Avendo 56 anni, ti dico che ho iniziato con lo ZX81 con 1 Kb di memoria (espanso un po' di tempo dopo a 16Kb per una cifra di 160.000 Lire). Al tempo non c'era null'altro o se ricordo bene solo il VIC 20 della Commodore e altri computer, ma senza alcun rilievo per quanto riguarda l'utilizzo privato.

Quali sono state le tue prime esperienze di programmazione?

Ho iniziato a programmare in BASIC e Pascal facendo programmi di sviluppo riduzioni del totocalcio. Poi sullo Spectrum 48K ho cominciato a fare videogiochi che vendevo alla rivista Load'n'Run di Milano, che pubblicava i vari software nelle edicole.

In che modo hai potuto acquisire delle conoscenze di programmazione tali da poter concepire e implementare un vero e proprio gioco in Assembly/LM?

I primi giochi su Spectrum li ho fatti in Basic assemblato, e poi in Forth. Sono passato al linguaggio macchina per ovvi motivi di complessità dei giochi e per ottenere velocità. I vari linguaggi di programmazione al tempo li potevi imparare solo da autodidatta arrangiandoti come potevi: non esistevano scuole di questo tipo.

Per precisare come si potesse imparare a programmare dei video giochi in quegli anni l'unico modo era qualche libro sui processori, riviste in edicola che a volte aiutavano, andare a vedere i programmi fatti da altri (tutti stranieri) disassemblando per quanto possibile, tanta voglia di fare e penso anche una mente predisposta in questo campo.

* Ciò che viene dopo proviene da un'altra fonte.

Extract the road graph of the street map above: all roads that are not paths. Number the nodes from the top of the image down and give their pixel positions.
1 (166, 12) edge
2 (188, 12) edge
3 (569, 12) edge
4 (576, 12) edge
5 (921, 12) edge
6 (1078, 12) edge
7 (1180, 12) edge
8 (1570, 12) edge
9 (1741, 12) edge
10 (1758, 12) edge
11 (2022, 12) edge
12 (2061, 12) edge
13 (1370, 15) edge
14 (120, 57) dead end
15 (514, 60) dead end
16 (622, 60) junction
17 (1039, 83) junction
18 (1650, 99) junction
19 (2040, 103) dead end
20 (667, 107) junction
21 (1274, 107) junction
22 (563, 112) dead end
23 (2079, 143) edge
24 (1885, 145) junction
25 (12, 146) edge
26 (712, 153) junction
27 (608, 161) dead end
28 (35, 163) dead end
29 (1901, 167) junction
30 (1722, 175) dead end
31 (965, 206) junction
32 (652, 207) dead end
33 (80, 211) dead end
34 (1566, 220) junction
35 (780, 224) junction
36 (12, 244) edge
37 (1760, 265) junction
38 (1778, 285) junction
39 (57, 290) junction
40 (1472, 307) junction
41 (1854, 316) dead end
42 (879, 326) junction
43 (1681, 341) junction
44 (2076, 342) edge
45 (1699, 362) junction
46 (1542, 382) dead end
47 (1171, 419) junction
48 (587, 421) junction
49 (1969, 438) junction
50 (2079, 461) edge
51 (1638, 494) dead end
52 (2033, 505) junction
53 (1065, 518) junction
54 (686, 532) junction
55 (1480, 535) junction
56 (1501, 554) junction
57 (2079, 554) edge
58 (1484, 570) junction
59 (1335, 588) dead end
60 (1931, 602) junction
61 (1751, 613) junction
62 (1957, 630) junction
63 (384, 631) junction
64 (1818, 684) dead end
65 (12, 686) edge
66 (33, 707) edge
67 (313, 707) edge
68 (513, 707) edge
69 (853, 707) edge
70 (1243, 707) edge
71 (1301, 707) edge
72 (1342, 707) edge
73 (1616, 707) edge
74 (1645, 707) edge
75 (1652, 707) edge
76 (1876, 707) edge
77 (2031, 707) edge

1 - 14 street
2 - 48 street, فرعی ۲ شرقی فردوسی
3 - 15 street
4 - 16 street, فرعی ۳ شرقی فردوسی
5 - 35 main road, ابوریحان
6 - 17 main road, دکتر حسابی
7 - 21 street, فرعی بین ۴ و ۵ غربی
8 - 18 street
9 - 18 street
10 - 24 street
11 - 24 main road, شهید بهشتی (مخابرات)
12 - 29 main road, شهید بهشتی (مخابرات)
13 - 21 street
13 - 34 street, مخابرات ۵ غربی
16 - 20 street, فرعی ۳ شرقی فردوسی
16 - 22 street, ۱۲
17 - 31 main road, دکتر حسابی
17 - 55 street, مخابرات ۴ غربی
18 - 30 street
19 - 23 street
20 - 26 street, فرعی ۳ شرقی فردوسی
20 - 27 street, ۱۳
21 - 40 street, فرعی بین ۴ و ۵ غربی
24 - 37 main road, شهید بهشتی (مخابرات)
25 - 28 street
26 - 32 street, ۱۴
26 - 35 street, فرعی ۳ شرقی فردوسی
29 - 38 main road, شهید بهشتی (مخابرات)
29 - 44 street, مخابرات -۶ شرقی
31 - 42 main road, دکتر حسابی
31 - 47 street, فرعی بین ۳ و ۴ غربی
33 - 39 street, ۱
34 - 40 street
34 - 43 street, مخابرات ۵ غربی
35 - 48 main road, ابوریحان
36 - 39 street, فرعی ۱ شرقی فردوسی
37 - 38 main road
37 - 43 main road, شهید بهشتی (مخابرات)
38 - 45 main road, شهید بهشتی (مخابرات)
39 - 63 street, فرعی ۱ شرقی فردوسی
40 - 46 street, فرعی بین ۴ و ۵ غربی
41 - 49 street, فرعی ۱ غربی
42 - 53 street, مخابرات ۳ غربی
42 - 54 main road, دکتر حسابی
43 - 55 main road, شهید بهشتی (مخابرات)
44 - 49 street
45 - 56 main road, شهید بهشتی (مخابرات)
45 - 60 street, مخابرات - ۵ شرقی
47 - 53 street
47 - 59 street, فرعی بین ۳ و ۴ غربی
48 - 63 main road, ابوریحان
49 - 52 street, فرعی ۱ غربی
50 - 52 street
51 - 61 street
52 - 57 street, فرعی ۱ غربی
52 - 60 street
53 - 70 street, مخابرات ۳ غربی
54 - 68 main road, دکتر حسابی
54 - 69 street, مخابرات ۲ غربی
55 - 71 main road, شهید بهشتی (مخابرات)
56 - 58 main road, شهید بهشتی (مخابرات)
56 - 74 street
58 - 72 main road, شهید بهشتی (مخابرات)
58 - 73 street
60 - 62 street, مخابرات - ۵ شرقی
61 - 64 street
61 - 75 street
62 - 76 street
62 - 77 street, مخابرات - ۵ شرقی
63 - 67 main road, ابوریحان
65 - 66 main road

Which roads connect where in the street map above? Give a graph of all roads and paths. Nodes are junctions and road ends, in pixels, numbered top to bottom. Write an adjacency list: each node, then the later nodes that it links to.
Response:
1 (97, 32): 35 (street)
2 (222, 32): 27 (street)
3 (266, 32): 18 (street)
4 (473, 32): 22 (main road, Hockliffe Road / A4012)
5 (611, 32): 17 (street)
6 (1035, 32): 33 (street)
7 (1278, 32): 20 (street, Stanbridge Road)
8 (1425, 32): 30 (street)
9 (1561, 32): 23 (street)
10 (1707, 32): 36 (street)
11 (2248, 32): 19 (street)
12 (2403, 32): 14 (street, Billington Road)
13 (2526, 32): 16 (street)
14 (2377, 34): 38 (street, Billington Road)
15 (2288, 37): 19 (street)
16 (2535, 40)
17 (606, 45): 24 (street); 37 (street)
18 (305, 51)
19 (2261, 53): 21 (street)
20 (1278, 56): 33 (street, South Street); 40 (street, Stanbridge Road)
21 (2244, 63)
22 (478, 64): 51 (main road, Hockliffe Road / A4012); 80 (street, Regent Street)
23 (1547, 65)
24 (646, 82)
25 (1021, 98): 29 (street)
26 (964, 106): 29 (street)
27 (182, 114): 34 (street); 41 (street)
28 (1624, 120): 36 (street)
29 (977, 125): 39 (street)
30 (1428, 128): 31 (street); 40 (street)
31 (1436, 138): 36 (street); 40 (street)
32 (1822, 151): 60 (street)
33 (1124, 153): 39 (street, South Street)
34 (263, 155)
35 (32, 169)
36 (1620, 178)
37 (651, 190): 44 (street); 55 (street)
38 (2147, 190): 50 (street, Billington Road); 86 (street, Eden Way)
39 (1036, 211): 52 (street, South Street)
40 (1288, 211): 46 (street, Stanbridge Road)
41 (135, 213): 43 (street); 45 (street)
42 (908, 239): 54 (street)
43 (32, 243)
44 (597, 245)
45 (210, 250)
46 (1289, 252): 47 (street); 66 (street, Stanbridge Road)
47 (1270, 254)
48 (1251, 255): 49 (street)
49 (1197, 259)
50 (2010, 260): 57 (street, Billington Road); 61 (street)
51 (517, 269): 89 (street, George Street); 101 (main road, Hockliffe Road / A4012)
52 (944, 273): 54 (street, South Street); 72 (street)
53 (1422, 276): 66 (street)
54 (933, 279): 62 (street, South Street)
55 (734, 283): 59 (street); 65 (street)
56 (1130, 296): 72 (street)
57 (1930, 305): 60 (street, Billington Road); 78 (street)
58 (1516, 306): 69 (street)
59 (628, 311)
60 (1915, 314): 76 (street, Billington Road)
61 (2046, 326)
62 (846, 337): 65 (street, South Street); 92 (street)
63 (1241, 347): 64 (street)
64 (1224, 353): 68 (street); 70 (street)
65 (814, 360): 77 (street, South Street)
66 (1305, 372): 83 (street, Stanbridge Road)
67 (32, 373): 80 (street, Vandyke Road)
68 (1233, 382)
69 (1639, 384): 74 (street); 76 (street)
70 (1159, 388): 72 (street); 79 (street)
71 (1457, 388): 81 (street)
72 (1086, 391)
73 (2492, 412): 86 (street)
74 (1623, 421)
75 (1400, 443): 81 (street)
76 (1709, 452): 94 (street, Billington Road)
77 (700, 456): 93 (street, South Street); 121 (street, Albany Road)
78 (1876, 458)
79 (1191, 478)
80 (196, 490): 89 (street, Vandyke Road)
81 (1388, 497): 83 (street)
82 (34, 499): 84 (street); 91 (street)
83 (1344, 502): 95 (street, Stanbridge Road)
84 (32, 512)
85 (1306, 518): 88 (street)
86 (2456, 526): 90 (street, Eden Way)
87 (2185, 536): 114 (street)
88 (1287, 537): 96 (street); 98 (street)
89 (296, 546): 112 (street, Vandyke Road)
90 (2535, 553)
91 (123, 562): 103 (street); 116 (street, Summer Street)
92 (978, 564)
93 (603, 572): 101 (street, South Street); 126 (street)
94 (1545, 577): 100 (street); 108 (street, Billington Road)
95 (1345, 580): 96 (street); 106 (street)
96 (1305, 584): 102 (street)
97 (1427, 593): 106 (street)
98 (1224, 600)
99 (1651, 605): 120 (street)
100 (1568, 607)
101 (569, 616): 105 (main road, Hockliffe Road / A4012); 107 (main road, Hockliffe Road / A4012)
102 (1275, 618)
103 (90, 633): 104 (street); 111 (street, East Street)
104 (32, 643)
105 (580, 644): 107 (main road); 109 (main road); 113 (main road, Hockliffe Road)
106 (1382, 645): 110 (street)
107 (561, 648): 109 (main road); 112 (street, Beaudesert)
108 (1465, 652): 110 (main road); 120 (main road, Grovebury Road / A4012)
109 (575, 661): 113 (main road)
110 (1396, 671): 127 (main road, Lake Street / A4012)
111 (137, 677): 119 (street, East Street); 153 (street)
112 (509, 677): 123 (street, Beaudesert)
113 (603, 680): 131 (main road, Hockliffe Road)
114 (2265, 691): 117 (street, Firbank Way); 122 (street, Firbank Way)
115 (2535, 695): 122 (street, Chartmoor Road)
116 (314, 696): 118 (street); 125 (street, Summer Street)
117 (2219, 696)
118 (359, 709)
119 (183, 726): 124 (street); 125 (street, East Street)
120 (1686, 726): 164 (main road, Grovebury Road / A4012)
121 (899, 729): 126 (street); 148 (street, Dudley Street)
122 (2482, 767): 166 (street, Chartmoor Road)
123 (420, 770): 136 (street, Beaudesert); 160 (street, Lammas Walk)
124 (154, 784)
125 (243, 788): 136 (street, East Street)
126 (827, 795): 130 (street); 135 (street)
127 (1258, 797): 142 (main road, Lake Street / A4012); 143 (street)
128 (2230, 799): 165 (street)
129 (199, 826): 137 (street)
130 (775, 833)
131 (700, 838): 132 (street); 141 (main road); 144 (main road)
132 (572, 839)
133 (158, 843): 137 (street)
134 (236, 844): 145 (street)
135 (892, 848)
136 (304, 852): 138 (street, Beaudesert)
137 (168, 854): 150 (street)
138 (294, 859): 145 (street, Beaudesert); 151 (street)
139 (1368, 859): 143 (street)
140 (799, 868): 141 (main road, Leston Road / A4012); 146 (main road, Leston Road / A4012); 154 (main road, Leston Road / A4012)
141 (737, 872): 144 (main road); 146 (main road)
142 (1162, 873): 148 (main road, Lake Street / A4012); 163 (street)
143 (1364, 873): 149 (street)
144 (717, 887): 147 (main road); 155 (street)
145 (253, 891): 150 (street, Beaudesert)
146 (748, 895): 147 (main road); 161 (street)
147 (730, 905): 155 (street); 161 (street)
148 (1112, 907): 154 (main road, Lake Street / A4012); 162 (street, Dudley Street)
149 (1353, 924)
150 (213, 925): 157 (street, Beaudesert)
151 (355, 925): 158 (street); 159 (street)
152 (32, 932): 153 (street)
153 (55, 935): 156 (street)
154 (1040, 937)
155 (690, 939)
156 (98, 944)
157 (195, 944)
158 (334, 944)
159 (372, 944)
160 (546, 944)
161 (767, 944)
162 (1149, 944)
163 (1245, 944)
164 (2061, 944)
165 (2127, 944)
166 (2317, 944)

Immagino che People from Sirius non sia stato il primo gioco completo che hai realizzato, quindi vorrei sapere cosa c'è stato prima...

Tra i titoli di giochi che ho fatto, oltre a People from Sirius, ci sono Pussy Cat, Agente segreto, Sferix, Demoni, e altri che non ricordo più. In tutti i giochi che ho fatto sono sempre stato affiancato per la storia, la grafica e la musica da Vania Villa.

Demoni, uno dei giochi di Mauro Spagnolo pubblicati su Load'n'Run

I titoli che citi sono stati tutti pubblicati o da Run della Aquarius Edizioni o da Load'n'Run, la rivista che citavi prima. Quest'ultima pubblicava su cassetta indifferentemente materiale piratato dall'Inghilterra e videogiochi originali italiani. Com'è stata la tua esperienza con la pirateria per Spectrum?

Ti confermo che al tempo esisteva quasi unicamente il mercato delle copie, in quanto non illegali se non moralmente.

Come sei arrivato a proporre People from Sirius alla Mastertronic di John Holder?

John Holder l'ho conosciuto per mezzo di un negozio di Mantova che comprava presso la sua azienda; l'ho contattato e si è detto interessato alla offerta, poi ha contattato lui la US-Gold per la vendita del gioco ed è andato tutto a buon fine.

Copertina e pagina interna di Your Sinclair n. 30, in cui viene presentato People from Sirius

Avevi potuto seguire l'evoluzione nella gestione del contratto? Si pensava diventasse un gioco pubblicato a parte, o era già stato deciso dall'inizio che venisse proposto dalla US Gold come cover-game per la rivista Your Sinclair? E per quanto riguarda la successiva versione MSX, hai qualche ricordo?

Per il mio gioco non avevo seguito nulla del suo percorso commerciale, in quanto lo avevo venduto a Holder che a sua volta aveva accordi con la US-Gold. Una info sul gioco People from Sirius, quando l'ho rifatto anche su piattaforma MSX: per passare i dati dallo Spectrum ho dovuto farmi una apparecchiatura elettronica e il software per fare il passaggio dati tramite la porta del joystick del MSX. Questo per far capire che in quei tempi ciò che abbiamo oggi era davvero inimmaginabile.

Tu, nel periodo successivo alla pubblicazione di People From Sirius, avevi aperto anche un negozio d'informatica. Com'è stata questa esperienza nell'Italia di quel periodo? Immagino appunto si vendesse molto più hardware che software, data la presenza ormai diffusa della pirateria industriale.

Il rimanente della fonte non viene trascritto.